- Education: Denison University Duke University School of Law
- Occupation: Private equity investor
- Employer: Madison Dearborn Partners
- Known for: Founder of Madison Dearborn Partners, Co-owner of Milwaukee Brewers, Potential buyer of Chicago Cubs

= John Canning Jr. =

American businessman

John A. Canning Jr. is a private equity investor and sports executive. He is the founder and chairman of Madison Dearborn Partners, the large Chicago-based private equity firm.

==Career==
Canning was an early investor in private equity in the late 1970s and early 1980s. Canning founded Madison Dearborn Partners in 1992. Since then the firm has raised over $14 billion of investor commitments. Prior to founding Madison Dearborn, Canning and his team had previously made private equity investments for First Chicago Corporation. Canning joined The First National Bank of Chicago in 1968 and spent 24 years with the bank serving as Executive Vice President of the bank and later as President of First Chicago Venture Capital, the predecessor of Madison Dearborn.

===Board Memberships===
Canning currently serves on the Boards of Directors of
- Milwaukee Brewers Baseball Club (Canning is a minority owner)
- Exelon Corporation
- TransUnion
- Northwestern Memorial Hospital
- Children’s Inner City Educational Fund
- The Economic Club of Chicago
- Corning Incorporated

Canning currently serves on the Boards of Trustees of:
- Northwestern University
- Field Museum of Natural History
- Museum of Science and Industry
- Big Shoulders Fund

Canning is a member of the Public Advisory Board of the American Joint Replacement Registry.

Canning also serves as a commissioner of the Irish Pension Reserve Fund, a trustee and chairman of The Chicago Community Trust as well as a director and chairman of the Federal Reserve Bank of Chicago.

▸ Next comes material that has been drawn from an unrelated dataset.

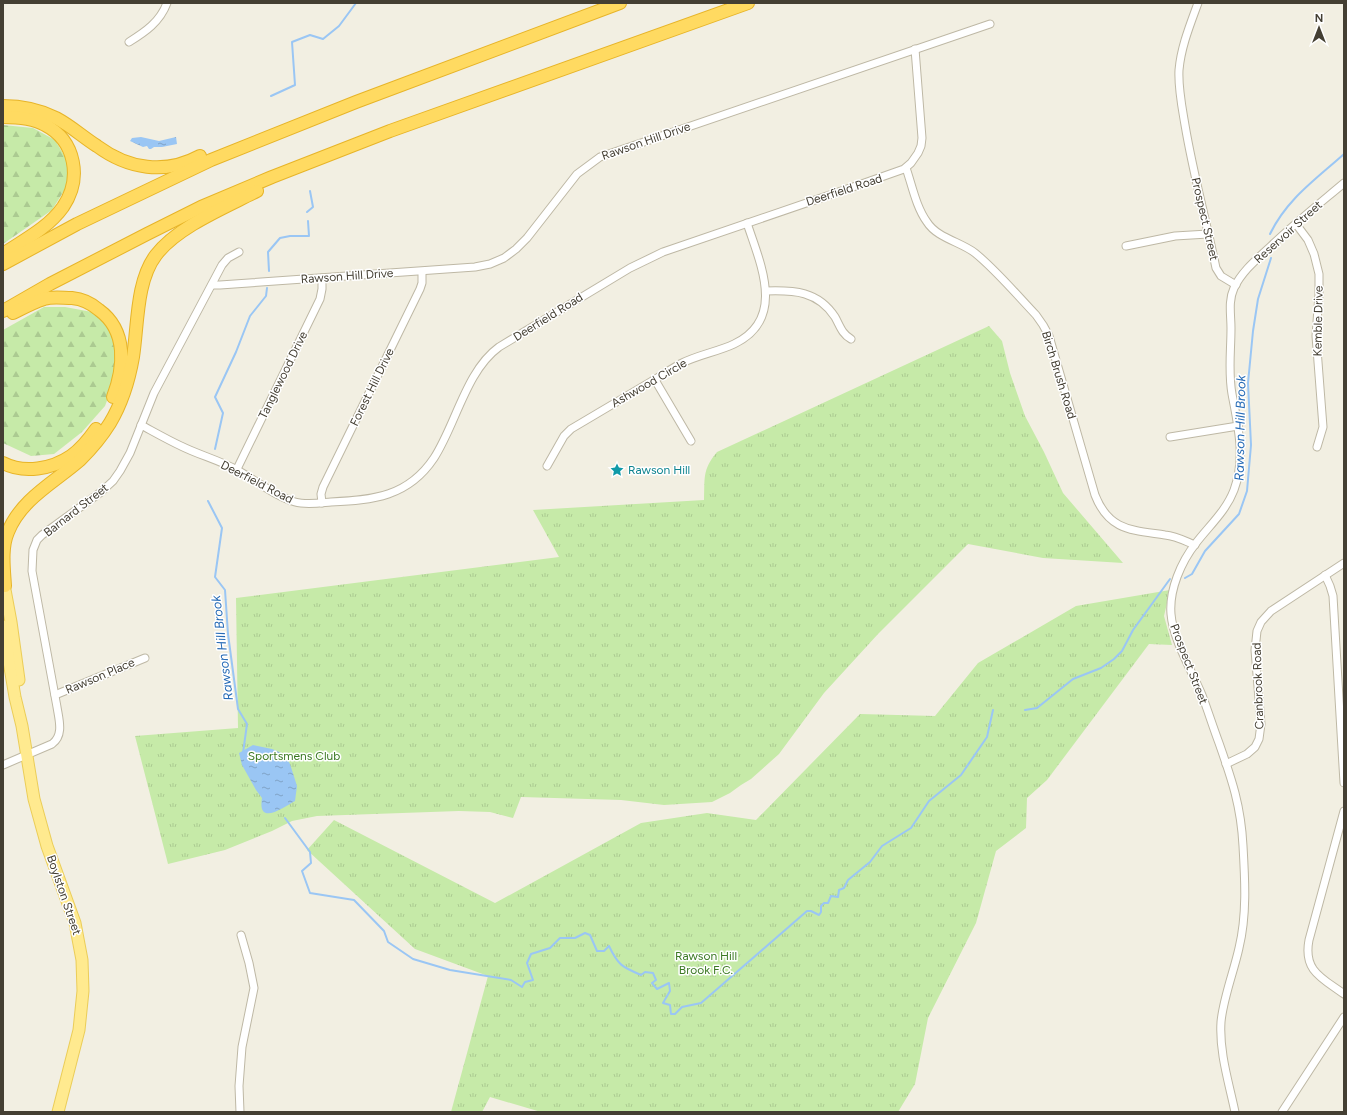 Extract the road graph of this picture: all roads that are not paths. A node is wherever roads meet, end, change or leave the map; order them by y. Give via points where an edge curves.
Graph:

Previously, he served on the Board of Trustees at the Mary and Leigh Block Museum of Art in 2013.

===Education===
Canning received his undergraduate degree from Denison University in 1966 and a J.D. from Duke University in 1969.

== Awards ==
John Canning Jr. was inducted as a Laureate of The Lincoln Academy of Illinois and awarded the Order of Lincoln (the State’s highest honor) by Illinois Governor Pat Quinn in 2014 in the area of Business & Industry.